Your task
Begin at the line below that has "Write the network" and stop after the line that has "Road topology of". Please restate only those lines, word for word.

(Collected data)
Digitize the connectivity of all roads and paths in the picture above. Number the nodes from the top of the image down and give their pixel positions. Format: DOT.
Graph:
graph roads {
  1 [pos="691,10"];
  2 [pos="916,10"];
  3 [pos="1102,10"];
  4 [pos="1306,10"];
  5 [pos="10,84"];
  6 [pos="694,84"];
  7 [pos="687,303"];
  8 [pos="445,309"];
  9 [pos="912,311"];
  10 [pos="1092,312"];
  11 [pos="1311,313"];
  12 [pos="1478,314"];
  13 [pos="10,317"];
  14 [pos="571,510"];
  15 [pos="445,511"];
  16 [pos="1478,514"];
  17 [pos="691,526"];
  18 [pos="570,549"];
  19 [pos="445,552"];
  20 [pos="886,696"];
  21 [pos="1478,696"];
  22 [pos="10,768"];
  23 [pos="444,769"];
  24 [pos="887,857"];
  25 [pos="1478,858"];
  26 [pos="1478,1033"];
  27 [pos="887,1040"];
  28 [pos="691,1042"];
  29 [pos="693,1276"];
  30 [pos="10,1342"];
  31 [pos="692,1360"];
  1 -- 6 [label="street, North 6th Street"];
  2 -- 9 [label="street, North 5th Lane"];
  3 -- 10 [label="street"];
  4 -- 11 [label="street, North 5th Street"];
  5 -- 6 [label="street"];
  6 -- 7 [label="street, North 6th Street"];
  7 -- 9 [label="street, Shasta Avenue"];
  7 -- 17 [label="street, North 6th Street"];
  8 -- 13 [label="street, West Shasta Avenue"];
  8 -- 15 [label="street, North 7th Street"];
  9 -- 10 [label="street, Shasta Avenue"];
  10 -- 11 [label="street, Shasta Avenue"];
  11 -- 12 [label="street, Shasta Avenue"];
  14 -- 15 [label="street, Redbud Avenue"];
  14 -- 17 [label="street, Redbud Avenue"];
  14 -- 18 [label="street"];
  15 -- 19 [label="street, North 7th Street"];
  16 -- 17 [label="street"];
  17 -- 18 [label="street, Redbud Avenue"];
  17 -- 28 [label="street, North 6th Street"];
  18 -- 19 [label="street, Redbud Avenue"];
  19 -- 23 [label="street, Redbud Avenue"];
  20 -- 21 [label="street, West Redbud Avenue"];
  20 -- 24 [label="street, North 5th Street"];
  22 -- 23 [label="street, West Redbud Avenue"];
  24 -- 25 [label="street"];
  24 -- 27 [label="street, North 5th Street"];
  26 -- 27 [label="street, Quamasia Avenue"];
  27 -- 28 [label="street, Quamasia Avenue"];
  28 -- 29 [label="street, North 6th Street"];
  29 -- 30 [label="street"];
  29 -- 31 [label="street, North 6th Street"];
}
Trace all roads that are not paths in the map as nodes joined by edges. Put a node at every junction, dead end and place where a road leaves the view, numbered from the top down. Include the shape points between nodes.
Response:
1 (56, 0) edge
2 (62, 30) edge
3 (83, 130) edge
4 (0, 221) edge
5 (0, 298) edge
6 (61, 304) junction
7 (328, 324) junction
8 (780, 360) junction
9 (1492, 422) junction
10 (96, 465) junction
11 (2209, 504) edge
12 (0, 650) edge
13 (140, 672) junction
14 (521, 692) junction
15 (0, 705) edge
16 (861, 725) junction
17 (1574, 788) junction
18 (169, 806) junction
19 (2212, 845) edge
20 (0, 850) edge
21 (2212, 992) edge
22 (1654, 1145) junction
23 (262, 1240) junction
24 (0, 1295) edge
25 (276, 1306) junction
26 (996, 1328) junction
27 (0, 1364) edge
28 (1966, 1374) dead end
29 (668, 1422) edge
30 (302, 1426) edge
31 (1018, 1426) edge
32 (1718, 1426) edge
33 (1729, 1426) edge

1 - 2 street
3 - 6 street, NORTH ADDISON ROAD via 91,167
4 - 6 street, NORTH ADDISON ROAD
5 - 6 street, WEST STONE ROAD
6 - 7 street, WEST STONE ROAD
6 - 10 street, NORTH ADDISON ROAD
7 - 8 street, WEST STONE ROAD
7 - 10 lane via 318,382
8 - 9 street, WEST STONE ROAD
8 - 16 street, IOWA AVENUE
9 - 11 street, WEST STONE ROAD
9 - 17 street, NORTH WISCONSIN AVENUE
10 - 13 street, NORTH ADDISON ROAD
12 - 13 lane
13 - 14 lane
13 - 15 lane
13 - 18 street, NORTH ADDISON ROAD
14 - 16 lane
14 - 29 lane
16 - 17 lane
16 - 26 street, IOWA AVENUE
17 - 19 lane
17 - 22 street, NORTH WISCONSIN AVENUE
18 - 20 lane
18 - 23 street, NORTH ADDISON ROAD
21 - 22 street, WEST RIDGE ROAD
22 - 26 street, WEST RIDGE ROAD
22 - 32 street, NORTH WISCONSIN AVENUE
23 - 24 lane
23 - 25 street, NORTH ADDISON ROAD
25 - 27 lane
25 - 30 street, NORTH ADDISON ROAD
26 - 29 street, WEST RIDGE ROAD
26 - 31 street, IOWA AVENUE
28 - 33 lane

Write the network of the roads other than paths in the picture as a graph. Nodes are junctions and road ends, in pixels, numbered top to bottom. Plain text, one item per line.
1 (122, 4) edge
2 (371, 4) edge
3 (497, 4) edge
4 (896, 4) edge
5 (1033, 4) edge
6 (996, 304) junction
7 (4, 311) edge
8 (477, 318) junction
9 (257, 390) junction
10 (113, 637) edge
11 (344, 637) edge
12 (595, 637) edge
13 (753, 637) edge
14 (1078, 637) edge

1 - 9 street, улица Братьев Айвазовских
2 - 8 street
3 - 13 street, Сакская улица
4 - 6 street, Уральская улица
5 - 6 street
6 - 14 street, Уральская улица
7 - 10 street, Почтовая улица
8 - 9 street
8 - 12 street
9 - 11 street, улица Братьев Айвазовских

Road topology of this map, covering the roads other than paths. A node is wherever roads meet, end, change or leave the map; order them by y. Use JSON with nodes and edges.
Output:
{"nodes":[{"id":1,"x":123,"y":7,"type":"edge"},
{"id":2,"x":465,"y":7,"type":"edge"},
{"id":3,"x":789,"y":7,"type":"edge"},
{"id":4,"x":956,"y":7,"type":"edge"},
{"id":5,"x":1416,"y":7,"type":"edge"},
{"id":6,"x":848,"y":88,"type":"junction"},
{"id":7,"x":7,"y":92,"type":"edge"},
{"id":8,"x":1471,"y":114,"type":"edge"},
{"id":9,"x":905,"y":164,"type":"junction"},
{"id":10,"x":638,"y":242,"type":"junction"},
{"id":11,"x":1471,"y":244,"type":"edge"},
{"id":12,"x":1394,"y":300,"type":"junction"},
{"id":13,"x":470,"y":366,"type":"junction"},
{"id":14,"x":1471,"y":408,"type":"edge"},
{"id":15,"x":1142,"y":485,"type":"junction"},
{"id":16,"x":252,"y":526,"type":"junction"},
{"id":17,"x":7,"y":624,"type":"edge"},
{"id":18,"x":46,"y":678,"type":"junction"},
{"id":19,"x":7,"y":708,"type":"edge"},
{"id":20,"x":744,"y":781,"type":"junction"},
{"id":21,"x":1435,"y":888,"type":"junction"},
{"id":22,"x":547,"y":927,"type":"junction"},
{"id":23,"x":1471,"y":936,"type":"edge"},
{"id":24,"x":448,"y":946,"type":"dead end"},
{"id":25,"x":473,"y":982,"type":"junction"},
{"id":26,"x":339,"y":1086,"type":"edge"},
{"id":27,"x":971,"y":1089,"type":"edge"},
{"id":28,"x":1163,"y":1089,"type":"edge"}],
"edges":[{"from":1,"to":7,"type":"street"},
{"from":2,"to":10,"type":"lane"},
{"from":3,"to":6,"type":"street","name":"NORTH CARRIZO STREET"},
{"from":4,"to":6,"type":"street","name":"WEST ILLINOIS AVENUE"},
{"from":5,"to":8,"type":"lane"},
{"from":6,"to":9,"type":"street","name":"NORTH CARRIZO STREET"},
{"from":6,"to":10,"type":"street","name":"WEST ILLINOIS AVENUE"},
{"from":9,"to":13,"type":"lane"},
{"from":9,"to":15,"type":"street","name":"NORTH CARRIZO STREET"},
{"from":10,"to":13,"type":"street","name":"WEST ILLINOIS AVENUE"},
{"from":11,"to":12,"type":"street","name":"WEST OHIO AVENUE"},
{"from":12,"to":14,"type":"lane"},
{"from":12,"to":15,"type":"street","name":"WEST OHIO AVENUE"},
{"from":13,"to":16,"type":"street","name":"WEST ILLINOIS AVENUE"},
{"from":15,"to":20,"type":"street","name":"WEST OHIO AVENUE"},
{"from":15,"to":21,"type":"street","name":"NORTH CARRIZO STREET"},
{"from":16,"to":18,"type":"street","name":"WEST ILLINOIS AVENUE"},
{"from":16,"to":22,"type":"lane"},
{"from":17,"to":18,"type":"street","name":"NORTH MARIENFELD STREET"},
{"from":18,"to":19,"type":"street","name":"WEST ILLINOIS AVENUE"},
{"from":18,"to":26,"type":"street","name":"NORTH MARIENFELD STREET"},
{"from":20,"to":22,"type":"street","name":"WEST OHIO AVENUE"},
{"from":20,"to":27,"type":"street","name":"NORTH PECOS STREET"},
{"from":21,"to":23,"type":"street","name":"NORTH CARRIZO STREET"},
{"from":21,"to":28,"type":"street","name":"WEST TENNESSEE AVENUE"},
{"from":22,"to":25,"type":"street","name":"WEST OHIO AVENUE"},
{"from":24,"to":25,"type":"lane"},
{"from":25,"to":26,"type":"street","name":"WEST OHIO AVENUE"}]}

Completed task
Write the network of the roads other than paths in the picture as a graph. Nodes are junctions and road ends, in pixels, numbered top to bottom. Plain text, one item per line.
1 (122, 4) edge
2 (371, 4) edge
3 (497, 4) edge
4 (896, 4) edge
5 (1033, 4) edge
6 (996, 304) junction
7 (4, 311) edge
8 (477, 318) junction
9 (257, 390) junction
10 (113, 637) edge
11 (344, 637) edge
12 (595, 637) edge
13 (753, 637) edge
14 (1078, 637) edge

1 - 9 street, улица Братьев Айвазовских
2 - 8 street
3 - 13 street, Сакская улица
4 - 6 street, Уральская улица
5 - 6 street
6 - 14 street, Уральская улица
7 - 10 street, Почтовая улица
8 - 9 street
8 - 12 street
9 - 11 street, улица Братьев Айвазовских

Road topology of this map, covering the roads other than paths. A node is wherever roads meet, end, change or leave the map; order them by y. Use JSON with nodes and edges.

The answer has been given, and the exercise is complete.